### [PROBLEM TO WORK ON]
Every line of the entries below that includes "width" belongs in the answer, copied as written.

### [DATASET ENTRIES]

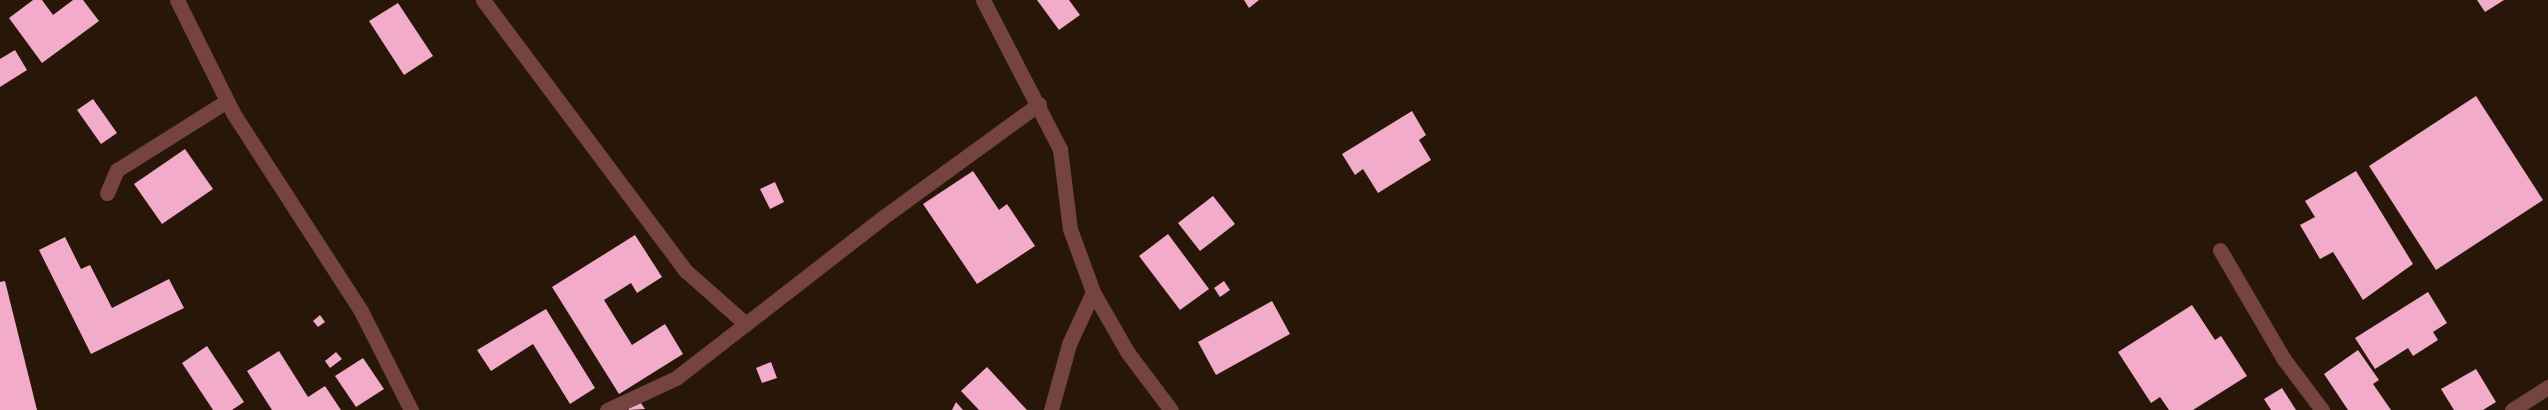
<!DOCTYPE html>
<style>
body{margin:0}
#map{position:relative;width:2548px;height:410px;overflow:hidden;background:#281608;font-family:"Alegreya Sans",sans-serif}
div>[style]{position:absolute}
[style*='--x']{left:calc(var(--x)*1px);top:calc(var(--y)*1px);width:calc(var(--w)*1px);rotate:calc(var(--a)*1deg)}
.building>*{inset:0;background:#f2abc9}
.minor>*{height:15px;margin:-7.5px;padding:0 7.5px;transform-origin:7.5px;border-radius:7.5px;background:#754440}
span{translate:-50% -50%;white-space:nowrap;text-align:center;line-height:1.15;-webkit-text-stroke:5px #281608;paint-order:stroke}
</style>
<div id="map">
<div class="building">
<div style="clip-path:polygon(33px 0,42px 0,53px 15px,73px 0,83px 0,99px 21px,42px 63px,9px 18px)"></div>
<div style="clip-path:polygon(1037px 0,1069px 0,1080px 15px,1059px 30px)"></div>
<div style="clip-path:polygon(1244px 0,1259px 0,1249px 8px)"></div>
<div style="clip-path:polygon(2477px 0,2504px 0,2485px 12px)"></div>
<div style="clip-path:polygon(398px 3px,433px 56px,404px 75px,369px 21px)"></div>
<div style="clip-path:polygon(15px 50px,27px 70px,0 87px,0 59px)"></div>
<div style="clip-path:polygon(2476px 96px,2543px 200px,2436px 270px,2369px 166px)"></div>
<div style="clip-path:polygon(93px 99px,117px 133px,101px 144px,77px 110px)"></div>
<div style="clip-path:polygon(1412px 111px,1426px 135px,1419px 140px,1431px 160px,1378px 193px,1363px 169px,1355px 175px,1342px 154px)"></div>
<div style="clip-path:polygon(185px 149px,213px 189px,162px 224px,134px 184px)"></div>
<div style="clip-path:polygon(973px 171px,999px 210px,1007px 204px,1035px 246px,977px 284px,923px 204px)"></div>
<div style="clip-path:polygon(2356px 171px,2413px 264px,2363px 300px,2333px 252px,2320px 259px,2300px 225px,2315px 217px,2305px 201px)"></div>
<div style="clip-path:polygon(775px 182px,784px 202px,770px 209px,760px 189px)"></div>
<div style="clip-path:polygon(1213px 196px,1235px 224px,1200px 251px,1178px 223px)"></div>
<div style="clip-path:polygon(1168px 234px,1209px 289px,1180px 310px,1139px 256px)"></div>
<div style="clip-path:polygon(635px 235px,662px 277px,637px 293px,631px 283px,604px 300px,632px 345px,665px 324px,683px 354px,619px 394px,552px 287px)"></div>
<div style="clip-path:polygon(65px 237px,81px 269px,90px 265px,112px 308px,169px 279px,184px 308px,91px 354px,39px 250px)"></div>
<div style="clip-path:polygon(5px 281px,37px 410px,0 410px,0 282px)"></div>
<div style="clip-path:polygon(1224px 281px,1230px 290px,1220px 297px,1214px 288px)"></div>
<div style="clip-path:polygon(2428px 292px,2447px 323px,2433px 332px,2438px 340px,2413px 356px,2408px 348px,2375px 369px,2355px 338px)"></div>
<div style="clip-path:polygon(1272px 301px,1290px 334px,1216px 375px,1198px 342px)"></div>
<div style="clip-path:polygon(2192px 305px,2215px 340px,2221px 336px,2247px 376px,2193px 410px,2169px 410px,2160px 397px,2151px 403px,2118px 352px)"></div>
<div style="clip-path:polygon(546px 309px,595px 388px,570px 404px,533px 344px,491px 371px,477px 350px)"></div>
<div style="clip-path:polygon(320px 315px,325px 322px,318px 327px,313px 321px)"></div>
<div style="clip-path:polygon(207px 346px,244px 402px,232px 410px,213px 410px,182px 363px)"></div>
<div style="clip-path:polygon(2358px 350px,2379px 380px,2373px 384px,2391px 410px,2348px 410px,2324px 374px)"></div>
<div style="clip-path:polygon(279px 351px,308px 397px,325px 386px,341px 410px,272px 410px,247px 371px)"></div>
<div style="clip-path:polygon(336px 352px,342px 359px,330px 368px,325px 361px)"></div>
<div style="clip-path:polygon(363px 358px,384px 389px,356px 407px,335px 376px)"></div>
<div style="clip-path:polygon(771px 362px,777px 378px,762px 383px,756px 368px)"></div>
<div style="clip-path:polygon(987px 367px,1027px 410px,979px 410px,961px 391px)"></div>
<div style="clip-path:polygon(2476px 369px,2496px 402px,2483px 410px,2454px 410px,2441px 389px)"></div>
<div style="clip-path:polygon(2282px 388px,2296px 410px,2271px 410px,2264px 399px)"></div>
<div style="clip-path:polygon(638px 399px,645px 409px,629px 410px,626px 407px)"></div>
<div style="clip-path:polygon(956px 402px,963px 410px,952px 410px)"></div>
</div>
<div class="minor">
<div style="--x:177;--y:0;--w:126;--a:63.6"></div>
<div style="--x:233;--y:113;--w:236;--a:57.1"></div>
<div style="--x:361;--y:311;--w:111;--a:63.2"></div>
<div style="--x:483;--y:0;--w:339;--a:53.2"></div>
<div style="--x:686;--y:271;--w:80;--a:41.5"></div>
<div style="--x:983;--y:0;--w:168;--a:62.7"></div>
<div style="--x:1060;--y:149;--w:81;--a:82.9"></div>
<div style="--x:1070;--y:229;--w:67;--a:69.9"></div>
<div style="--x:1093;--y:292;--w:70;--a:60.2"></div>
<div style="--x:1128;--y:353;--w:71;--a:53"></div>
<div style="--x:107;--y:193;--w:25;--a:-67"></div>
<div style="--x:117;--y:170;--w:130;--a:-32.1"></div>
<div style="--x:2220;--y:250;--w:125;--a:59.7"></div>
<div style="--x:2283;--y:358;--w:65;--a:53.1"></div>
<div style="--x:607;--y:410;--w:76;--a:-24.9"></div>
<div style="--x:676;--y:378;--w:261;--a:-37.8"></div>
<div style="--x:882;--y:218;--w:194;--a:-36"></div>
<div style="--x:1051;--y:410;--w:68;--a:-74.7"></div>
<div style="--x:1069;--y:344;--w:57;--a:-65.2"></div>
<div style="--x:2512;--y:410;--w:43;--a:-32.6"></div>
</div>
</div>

### [WRITTEN SOLUTION]
#map{position:relative;width:2548px;height:410px;overflow:hidden;background:#281608;font-family:"Alegreya Sans",sans-serif}
[style*='--x']{left:calc(var(--x)*1px);top:calc(var(--y)*1px);width:calc(var(--w)*1px);rotate:calc(var(--a)*1deg)}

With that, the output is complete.